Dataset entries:
+++

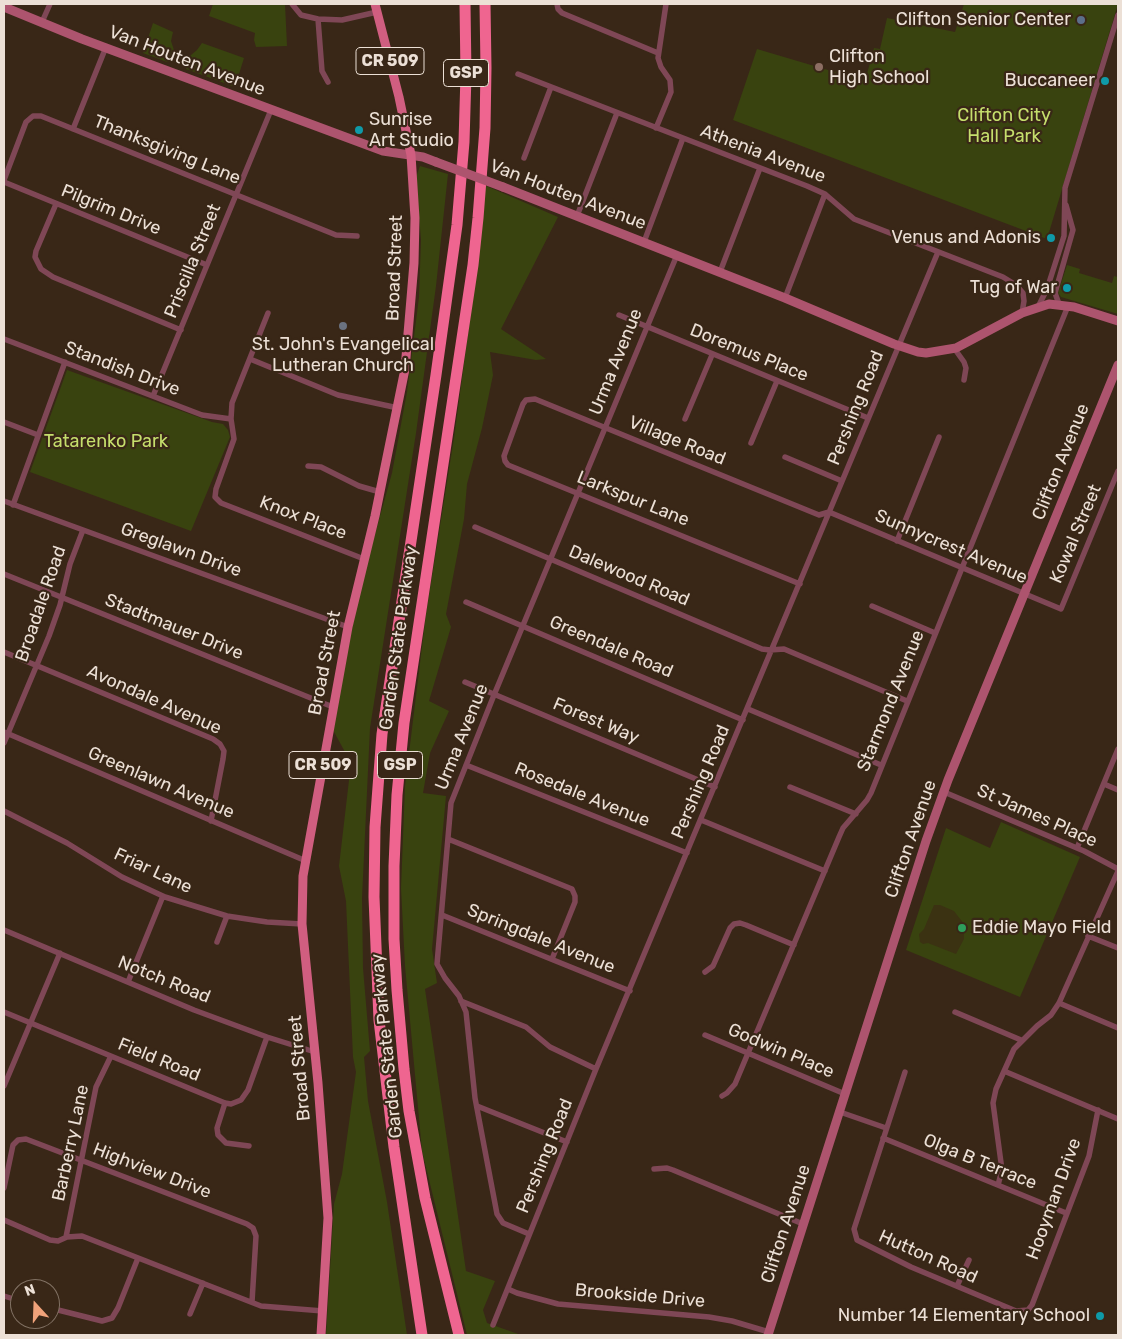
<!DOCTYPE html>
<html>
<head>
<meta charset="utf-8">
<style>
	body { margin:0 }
	#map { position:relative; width:1122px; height:1339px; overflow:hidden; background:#392717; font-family:Rubik,sans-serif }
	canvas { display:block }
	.frame { position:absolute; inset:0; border:5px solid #ece0d6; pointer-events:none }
	.north { position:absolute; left:10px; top:1279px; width:50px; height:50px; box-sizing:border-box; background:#392717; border:1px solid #817163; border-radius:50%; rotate:340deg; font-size:14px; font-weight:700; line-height:20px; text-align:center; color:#ece0d6 }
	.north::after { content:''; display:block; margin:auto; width:18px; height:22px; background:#f0a27a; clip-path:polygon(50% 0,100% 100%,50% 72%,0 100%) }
</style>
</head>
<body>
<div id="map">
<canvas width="1122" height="1339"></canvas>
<div class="frame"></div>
<div class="north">N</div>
</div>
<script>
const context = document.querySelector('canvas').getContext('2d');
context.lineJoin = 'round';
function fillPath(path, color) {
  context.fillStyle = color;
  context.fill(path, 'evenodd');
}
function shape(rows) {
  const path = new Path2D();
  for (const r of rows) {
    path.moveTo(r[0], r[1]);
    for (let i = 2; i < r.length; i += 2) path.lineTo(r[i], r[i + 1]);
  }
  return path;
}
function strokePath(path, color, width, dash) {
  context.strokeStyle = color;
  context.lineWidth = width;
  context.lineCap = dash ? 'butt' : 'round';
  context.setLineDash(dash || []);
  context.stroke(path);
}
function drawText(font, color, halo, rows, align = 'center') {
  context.font = font + ' Rubik,sans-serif';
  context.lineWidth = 4.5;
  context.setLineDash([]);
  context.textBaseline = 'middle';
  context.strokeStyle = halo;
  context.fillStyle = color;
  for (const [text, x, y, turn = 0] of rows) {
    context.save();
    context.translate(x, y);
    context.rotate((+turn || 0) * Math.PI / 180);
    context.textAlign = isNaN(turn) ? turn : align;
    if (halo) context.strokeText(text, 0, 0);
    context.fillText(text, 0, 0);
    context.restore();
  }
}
fillPath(shape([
	[213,4,285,4,287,46,256,47,254,40,255,33,209,16],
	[964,4,1118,4,1047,239,733,120,757,49,865,81,874,48,880,49,887,18,955,32],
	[153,23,173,32,171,41,174,50,172,59,167,62,143,53],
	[202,43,244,58,235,87,186,69,185,60,197,50],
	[420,166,448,174,436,286,416,433,370,728,362,898,363,968,370,1051,364,1057,368,1101,387,1202,407,1335,326,1335,334,1204,342,1174,356,1072,353,1057,346,901,339,866,351,763,333,730,346,656,362,581,392,473,407,392,419,297,421,240,416,177],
	[484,185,558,217,501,329,546,359,536,360,490,352,493,375,482,428,467,484,464,519,446,614,451,627,429,701,449,711,430,753,423,793,446,796,432,949,437,983,425,989,466,1271,495,1281,483,1310,487,1323,521,1335,467,1335,422,1151,405,966,401,888,405,786,426,614,454,438,476,274],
	[1067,265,1080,269,1079,273,1112,283,1114,276,1118,277,1118,314,1061,297,1058,293],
	[67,370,212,422,223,424,228,430,230,437,191,531,30,472],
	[1001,822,1080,857,1020,997,906,950,946,828,990,848]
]), '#39430f');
fillPath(shape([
	[934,905,940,905,954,911,964,924,964,939,956,954,928,943,923,944,920,942,919,934,924,929]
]), '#3b3212');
strokePath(shape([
	[292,4,301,15,318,19,342,20,377,12],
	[557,4,558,9,562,13,658,53],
	[318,19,322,71,328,82],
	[42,22,50,4],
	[518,74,807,186,825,194,854,219,1003,277,1016,285,1023,293,1024,301,1022,313],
	[656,128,671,92,670,80,661,67,658,58,666,4],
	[73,129,106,47],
	[524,158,551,87],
	[4,180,26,122,33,116,41,116,336,235,357,236],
	[4,182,207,265],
	[56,204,36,251,35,257,41,269,53,277,181,330],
	[577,216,617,113],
	[644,242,683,138],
	[720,272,760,168],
	[785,298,825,194],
	[1059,304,1055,293,1073,230,1066,205],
	[1038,307,1047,289,1064,236,1065,188,1118,15],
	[268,313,232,403,231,419,234,439,216,489,215,497,221,503,364,559],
	[619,315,868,418],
	[4,339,202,415,231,419],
	[954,348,964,362,966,368,964,380],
	[250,359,338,395,398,408],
	[153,396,271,110],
	[685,419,712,355],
	[4,422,38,435],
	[751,443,777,381],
	[785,457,842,481],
	[308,466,321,467,359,486,380,492],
	[4,501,348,627],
	[13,505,65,362],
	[475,527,762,649,770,650,784,649,907,701],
	[897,541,939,437],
	[4,574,333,707],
	[800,584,508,465,505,461,504,456,523,404,526,400,535,399,819,515,829,512,1061,609,1118,471],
	[466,602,743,720],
	[872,606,935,633],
	[4,652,213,739,220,744,224,751,223,759,211,821],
	[465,682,715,787],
	[748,709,881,765],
	[4,732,306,861],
	[4,743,49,636,60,605,70,564,83,530],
	[466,765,687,853],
	[1104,784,1118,790],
	[790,787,856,814],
	[944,792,1084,851,1118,869],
	[4,811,67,843,122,877,165,897,227,916,267,922,302,924],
	[701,820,825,871],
	[448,839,572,889,575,896,575,902,552,959],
	[1077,848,1118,749],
	[442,915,630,991],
	[4,930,194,1010,267,1037,315,1052],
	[1088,936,1118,948],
	[217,942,227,916],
	[705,972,713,966,730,928,734,924,740,923,746,925,794,945],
	[128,982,163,896],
	[461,1001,526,1027,550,1047,596,1069],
	[1059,1003,1118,1028],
	[4,1012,225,1103,231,1104,241,1100,248,1090,267,1037],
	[955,1012,1021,1040],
	[705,1035,845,1094],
	[1004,1071,1118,1119],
	[905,1072,854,1229,857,1240,911,1267,1016,1311,1028,1310,1032,1305,1089,1156,1098,1110],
	[4,1086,60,953],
	[722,1096,727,1093,735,1084,839,837,843,828,867,800,871,793,1068,306],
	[225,1103,217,1128,218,1135,226,1143,249,1146],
	[477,1106,567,1142],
	[840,1112,886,1128],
	[883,1138,1066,1213],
	[654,1169,667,1168,673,1170,803,1224],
	[998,1185,1002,1170,993,1103,996,1089,1014,1049,1037,1026,1051,1015,1059,1003,1118,871],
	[4,1188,13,1145,18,1140,26,1139,247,1224,253,1228,256,1236,252,1302],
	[4,1220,50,1240,58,1241,67,1237,82,1236,261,1306,323,1311],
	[529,1234,503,1223,497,1214,475,1098,466,1012,459,996,445,978,437,964,451,803,494,695,677,255],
	[66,1237,96,1087,111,1056],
	[957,1286,969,1260],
	[508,1289,517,1293,558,1304,709,1317,732,1321,769,1332],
	[4,1296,20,1301],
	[50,1308,102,1321,112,1318,118,1308,138,1258],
	[190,1314,203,1283],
	[493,1325,596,1069,938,252]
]), '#7f4756', 5.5);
strokePath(shape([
	[4,7,82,39,383,151,423,157,436,162],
	[503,187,785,298,894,344,918,352,926,353,956,348,1022,313,1049,304,1074,307,1118,321],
	[768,1335,926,841,948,780,1118,365]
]), '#ad546e', 9);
strokePath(shape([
	[321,1335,328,1218,318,1083,302,924,303,876,348,627,375,516,405,369,414,263,415,218,411,155,399,97,375,4]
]), '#d05e80', 9);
strokePath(shape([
	[422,1335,394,1147,379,1020,374,897,375,827,382,734,436,375,457,225,464,142,466,75,465,4],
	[459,1335,425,1198,409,1111,404,1069,397,990,394,939,394,866,397,795,404,723,473,265,478,218,485,128,486,68,485,4]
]), '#ef6590', 11);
strokePath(shape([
	[436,162,503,187]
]), '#ad546e', 9);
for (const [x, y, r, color] of [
	[1081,20,5,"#5c6f8a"],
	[819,67,5,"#8d6e63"],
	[1105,81,5,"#0f9aa8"],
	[359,130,5,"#0f9aa8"],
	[1051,238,5,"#0f9aa8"],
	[1067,288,5,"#0f9aa8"],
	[343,326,5,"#6b7280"],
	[962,928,5,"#2e9e5b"],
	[1100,1316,5,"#0f9aa8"]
]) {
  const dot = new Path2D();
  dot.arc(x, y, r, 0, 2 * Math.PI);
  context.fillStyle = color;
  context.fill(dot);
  strokePath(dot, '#392717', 2);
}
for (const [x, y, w] of [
	[390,61,68],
	[466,73,45],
	[323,765,68],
	[400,765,45]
]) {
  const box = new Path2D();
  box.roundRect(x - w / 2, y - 13.5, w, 27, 4);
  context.fillStyle = '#392717';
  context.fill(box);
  strokePath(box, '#ece0d6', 1);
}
drawText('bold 16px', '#ece0d6', null, [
	["CR 509",390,61],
	["GSP",466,73],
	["CR 509",323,765],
	["GSP",400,765]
]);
drawText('18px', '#ece0d6', '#392717', [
	["Clifton Senior Center",1071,20],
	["Clifton",829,57,"left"],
	["High School",829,78,"left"],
	["Buccaneer",1095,81],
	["Sunrise",369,120,"left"],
	["Art Studio",369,141,"left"],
	["Venus and Adonis",1041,238],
	["Tug of War",1057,288],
	["St. John's Evangelical",343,345,"center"],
	["Lutheran Church",343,366,"center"],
	["Eddie Mayo Field",972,928,"left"],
	["Number 14 Elementary School",1090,1316]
], 'right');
drawText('18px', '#ece0d6', '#392717', [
	["Van Houten Avenue",187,61,21],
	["Thanksgiving Lane",167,150,22],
	["Athenia Avenue",763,154,21],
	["Van Houten Avenue",568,195,21],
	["Pilgrim Drive",111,210,22],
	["Priscilla Street",193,261,-68],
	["Broad Street",395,268,-88],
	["Doremus Place",749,353,22],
	["Urma Avenue",616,362,-68],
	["Standish Drive",122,369,21],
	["Pershing Road",856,408,-68],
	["Village Road",677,441,22],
	["Clifton Avenue",1061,462,-68],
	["Larkspur Lane",633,499,22],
	["Knox Place",303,518,21],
	["Kowal Street",1076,534,-67],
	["Sunnycrest Avenue",951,547,23],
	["Greglawn Drive",181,550,20],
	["Dalewood Road",629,576,23],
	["Broadale Road",41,604,-71],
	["Stadtmauer Drive",174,627,22],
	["Garden State Parkway",399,638,-82],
	["Greendale Road",611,647,23],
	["Broad Street",325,663,-79],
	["Avondale Avenue",154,700,24],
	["Starmond Avenue",891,701,-68],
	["Forest Way",596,721,23],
	["Urma Avenue",462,737,-68],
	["Pershing Road",701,782,-67],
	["Greenlawn Avenue",161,783,23],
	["Rosedale Avenue",582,795,22],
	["St James Place",1037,816,24],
	["Clifton Avenue",911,839,-71],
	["Friar Lane",153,871,25],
	["Springdale Avenue",541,939,22],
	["Notch Road",164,980,22],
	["Garden State Parkway",387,1046,-96],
	["Godwin Place",781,1051,23],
	["Field Road",159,1060,22],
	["Broad Street",300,1068,-95],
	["Barberry Lane",71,1143,-78],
	["Pershing Road",545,1156,-68],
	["Olga B Terrace",980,1162,22],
	["Highview Drive",152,1171,21],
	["Hooyman Drive",1054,1199,-70],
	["Clifton Avenue",786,1224,-72],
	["Hutton Road",928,1257,24],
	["Brookside Drive",640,1296,5]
]);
drawText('18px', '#c5de6c', '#392717', [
	["Clifton City",1004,116],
	["Hall Park",1004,137],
	["Tatarenko Park",106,442]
]);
</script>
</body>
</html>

+++

_Exercise prompt_
With the string "function" as the key, filter the data above and show the lines that match.

_Expected output_
function fillPath(path, color) {
function shape(rows) {
function strokePath(path, color, width, dash) {
function drawText(font, color, halo, rows, align = 'center') {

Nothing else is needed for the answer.